Now let $\alpha$ be rational, and repeat the above argument with something like $\dfrac{k\sqrt{2}}{n}$ instead of $\dfrac{k}{n}$. [You'll also need to prove that $\dfrac{k\sqrt{2}}{n}$ is irrational whenever $k \ne 0$, and cook up a way of avoiding having $0$ in the sequence.] Edit: Or consider $\alpha+\frac{\sqrt{2}}{n}$ or something like that, as Cameron Buie suggests in the comments.

The moral of the story is that $\mathbb{Q}$ and $\mathbb{R} \smallsetminus \mathbb{Q}$ are dense in $\mathbb{R}$.

All you need is to prove that $\Bbb Q$ and $\mathbb R\setminus\mathbb Q$ are dense in $\Bbb R$. This means (equivalently) that for every pair of reals $x,y$ there exist $r\in\Bbb Q$ and $\ell \in \Bbb R\setminus \Bbb Q$ such that $$x<r<y$$ and $$x<\ell<y$$

For the first, I give you some hints: Hover over the grey areas for extra, possibly spoiling, hints.

$(1)$ Assume that $y-x>1$. Prove there exists an integer $m$ between $x,y$

Look at $\lfloor x\rfloor +1$.

$(2)$ Now, let $x,y$ be such that $y-x>0$. The archimedean property of $\Bbb R$ means that there exists $n$ such that $n(y-x)=ny-nx>1$. Use $(1)$

There exists an integer $m$ between $ny,nx$, from where $nx<m<ny$ or $$x<\frac m n z y$$ and we have found our rational number.

$(3)$ Here, we might use that, say $\sqrt 2$ is irrational.

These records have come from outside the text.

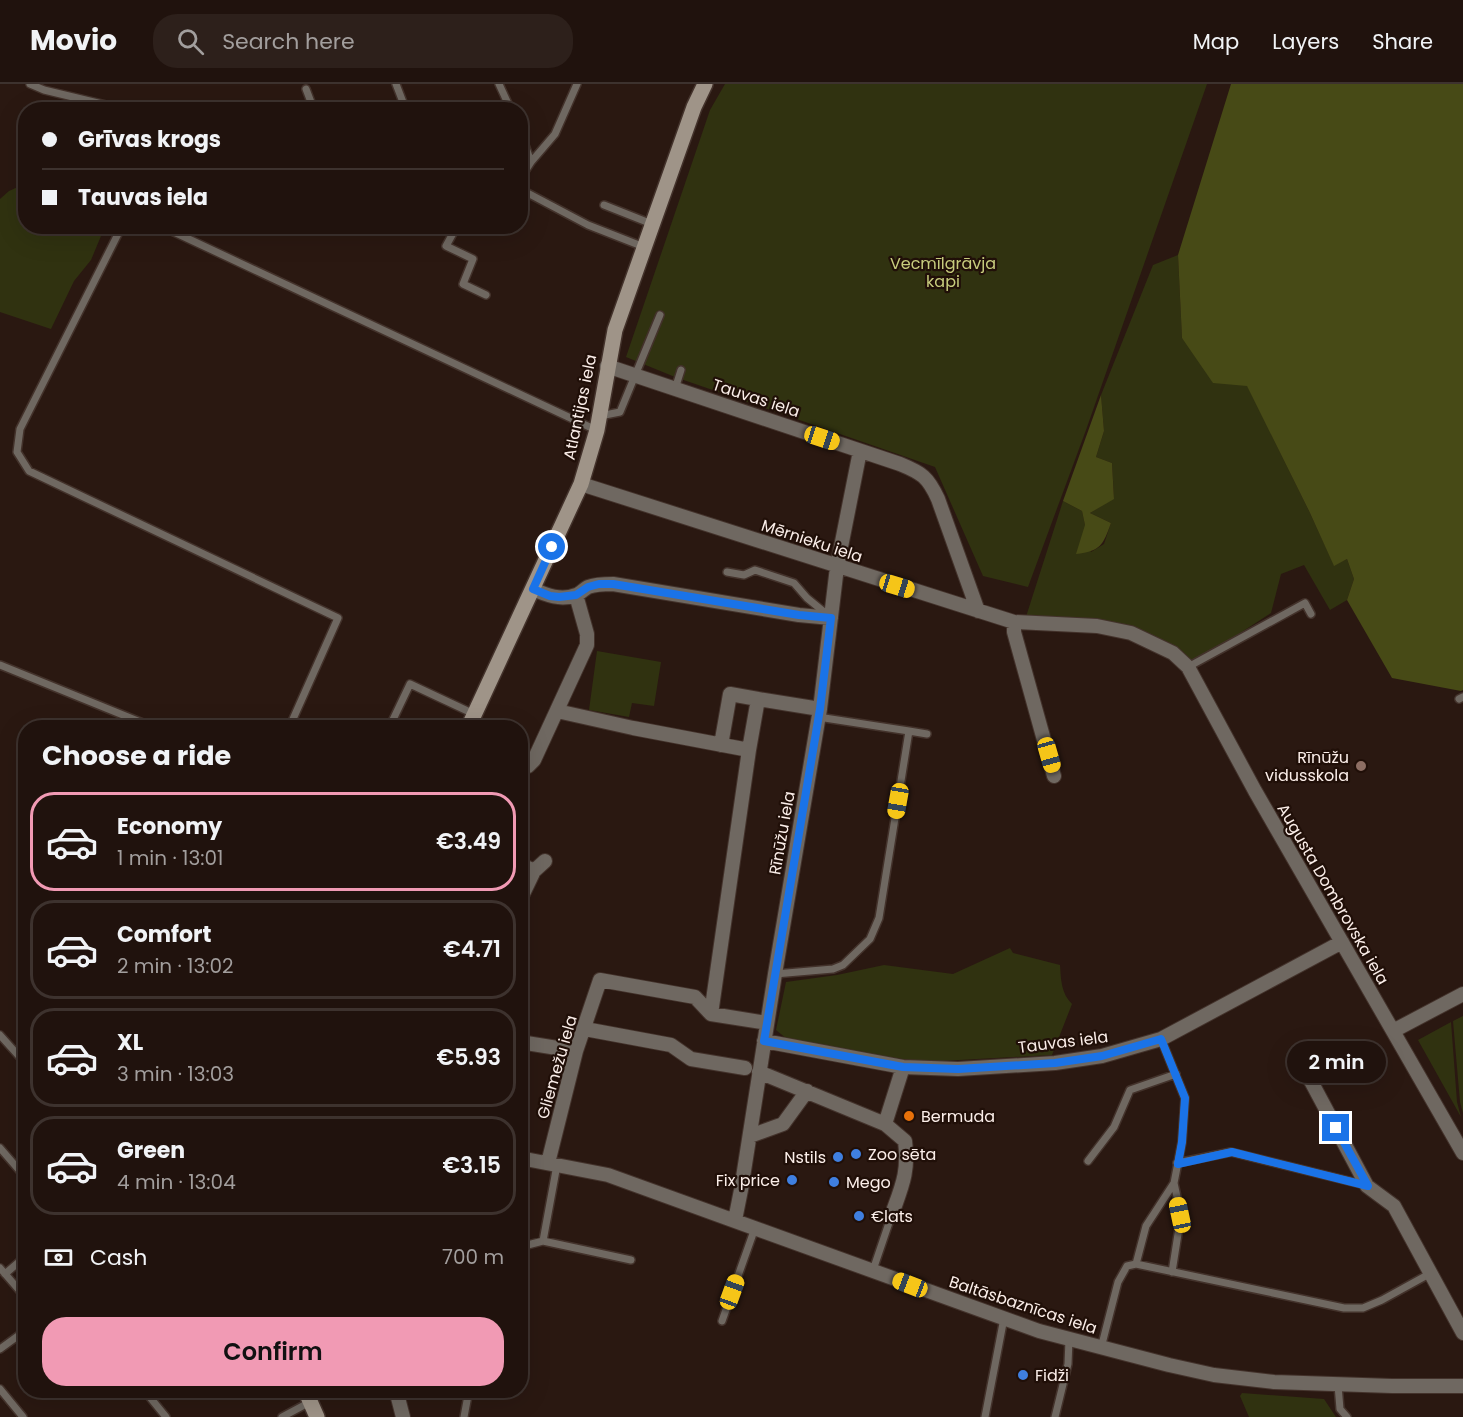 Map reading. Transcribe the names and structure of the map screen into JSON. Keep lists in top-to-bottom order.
{
  "streets": {
    "main road": ["Atlantijas iela"],
    "street": [
      "Tauvas iela",
      "Mērnieku iela",
      "Rīnūžu iela",
      "Augusta Dombrovska iela",
      "Gliemežu iela",
      "Baltāsbaznīcas iela"
    ]
  },
  "crossings": [
    ["Tauvas iela", "Atlantijas iela"],
    ["Tauvas iela", "Mērnieku iela"],
    ["Tauvas iela", "Rīnūžu iela"],
    ["Tauvas iela", "Augusta Dombrovska iela"],
    ["Atlantijas iela", "Mērnieku iela"],
    ["Mērnieku iela", "Rīnūžu iela"],
    ["Mērnieku iela", "Augusta Dombrovska iela"],
    ["Rīnūžu iela", "Baltāsbaznīcas iela"],
    ["Gliemežu iela", "Baltāsbaznīcas iela"]
  ],
  "parks": ["Vecmīlgrāvja kapi"],
  "places": [
    "Rīnūžu vidusskola",
    "Bermuda",
    "Zoo sēta",
    "Nstils",
    "Fix price",
    "Mego",
    "€lats",
    "Fidži"
  ],
  "page": {
    "header": "Movio",
    "search": "Search here",
    "nav": ["Map", "Layers", "Share"],
    "banner": ["Grīvas krogs", "Tauvas iela"],
    "heading": "Choose a ride",
    "list": [
      {
        "name": "Economy",
        "note": "1 min · 13:01",
        "value": "€3.49"
      },
      {
        "name": "Comfort",
        "note": "2 min · 13:02",
        "value": "€4.71"
      },
      {
        "name": "XL",
        "note": "3 min · 13:03",
        "value": "€5.93"
      },
      {
        "name": "Green",
        "note": "4 min · 13:04",
        "value": "€3.15"
      }
    ],
    "bubble": "2 min",
    "pay": ["Cash", "700 m"],
    "buttons": "Confirm"
  }
}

Then since $\sqrt 2 <2$, $\frac{\sqrt 2}2<1$. Then we start with an irrational $\mu\in(0,1)$. Given two rationals, $r,s$ with $r-s>0$, we have that $$0<\mu(r-s)<r-s$$ so that $$s<s+\mu(r-s)<r$$

It suffices to prove that $s+\mu(r-s)$ is irrational. Can you do this?

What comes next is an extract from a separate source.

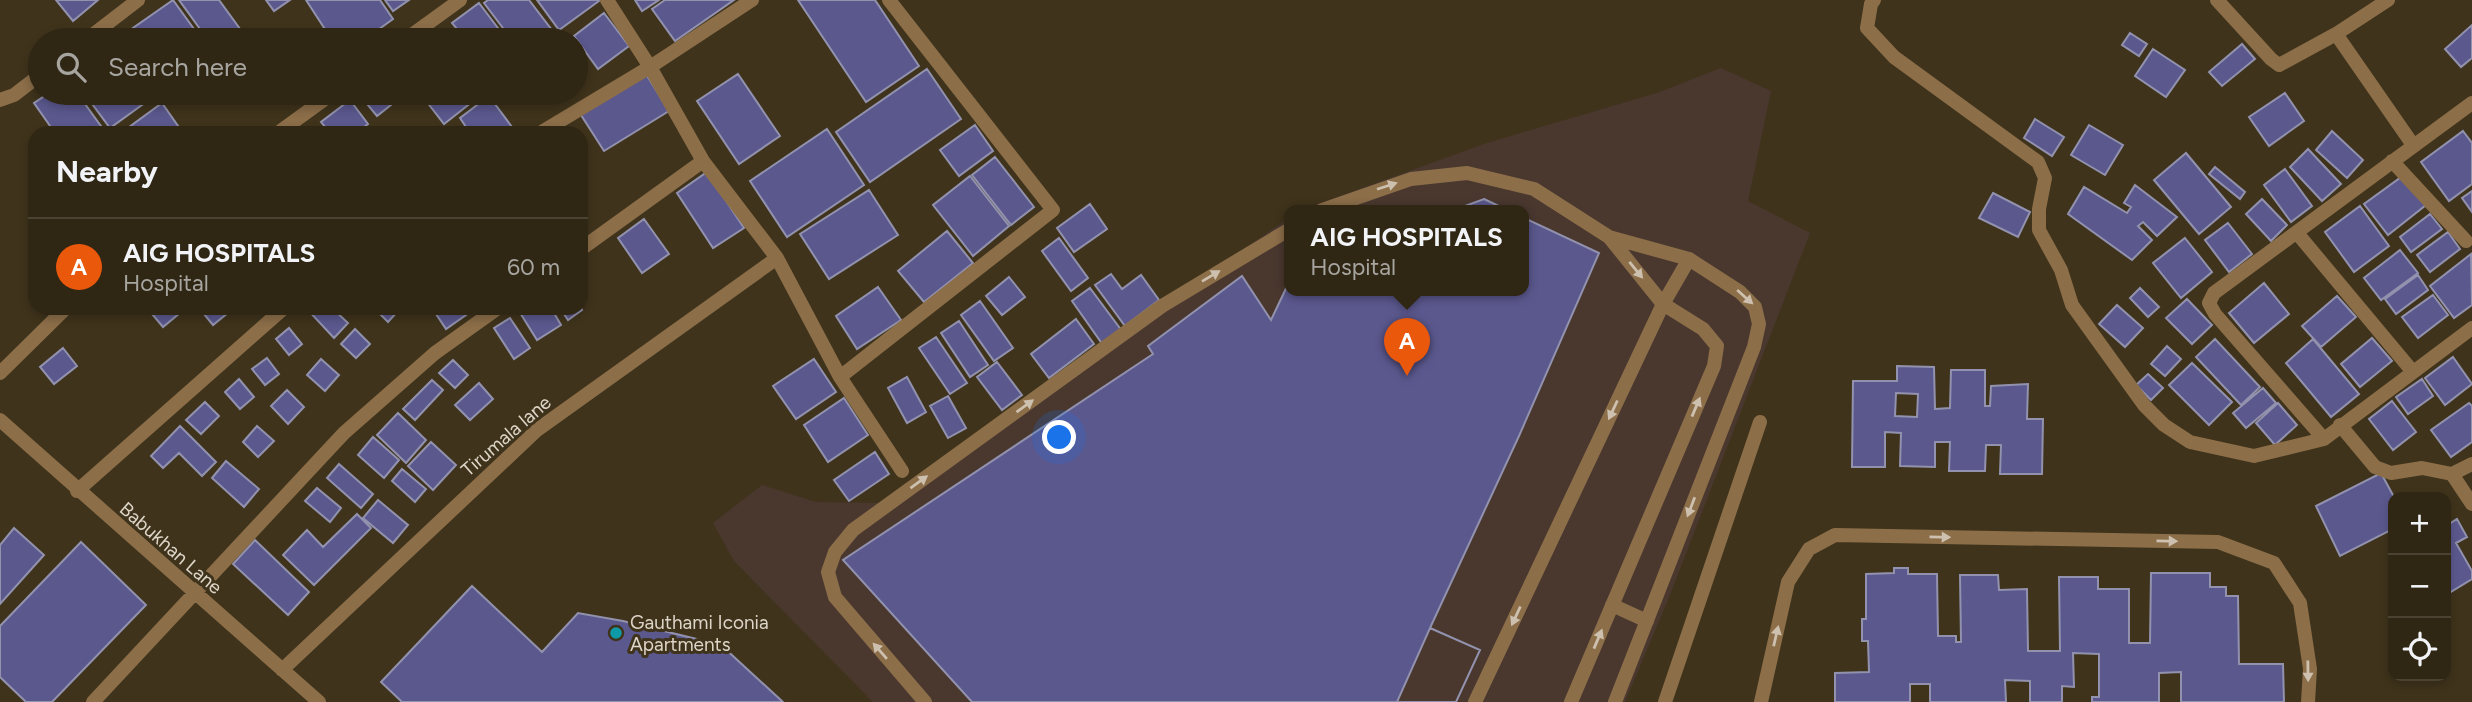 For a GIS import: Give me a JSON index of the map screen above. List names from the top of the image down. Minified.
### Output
{"streets":{"street":["Tirumala lane","Babukhan Lane"]},"crossings":[["Tirumala lane","Babukhan Lane"]],"places":["Gauthami Iconia Apartments"],"page":{"search":"Search here","heading":"Nearby","popup":["AIG HOSPITALS","Hospital"],"list":[{"mark":"A","name":"AIG HOSPITALS","note":"Hospital","value":"60 m"}],"pins":"A","map_buttons":["+","−"]}} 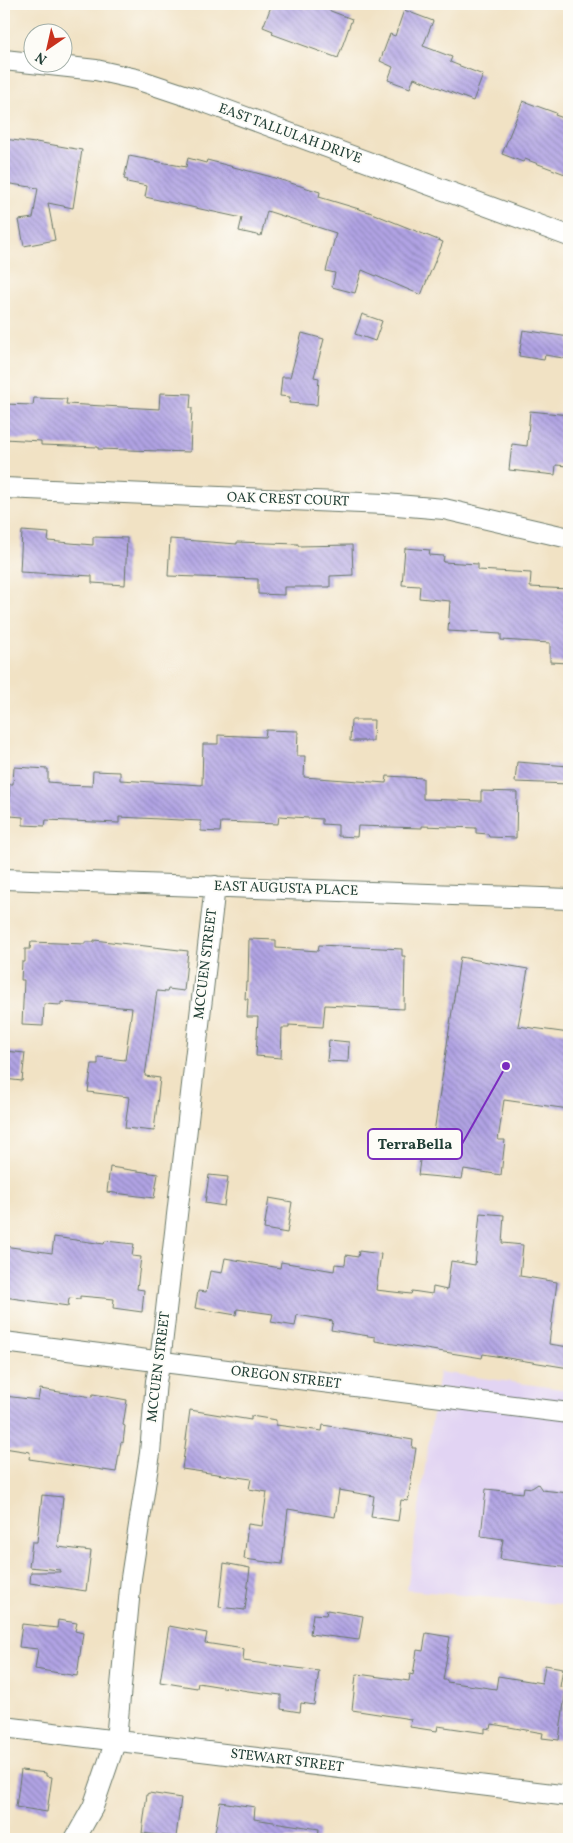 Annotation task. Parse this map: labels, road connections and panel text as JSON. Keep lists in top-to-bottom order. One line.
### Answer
{"streets":{"street":["EAST TALLULAH DRIVE","OAK CREST COURT","EAST AUGUSTA PLACE","MCCUEN STREET","OREGON STREET","STEWART STREET"]},"crossings":[["EAST AUGUSTA PLACE","MCCUEN STREET"],["MCCUEN STREET","OREGON STREET"],["MCCUEN STREET","STEWART STREET"]],"places":["TerraBella"],"north":"bottom left"}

All the above proves that $\Bbb Q$ and $\Bbb R\setminus \Bbb Q$ are dense in $\Bbb R$. Can you see why?

Now, if I give you an irrational (or irrationals) $\lambda$, look at the intervals of the form $$\left(\alpha-\frac 1 n,\alpha +\frac 1n \right)$$

and build a sequence of rationals (resp. irrationals) converging to $\alpha$.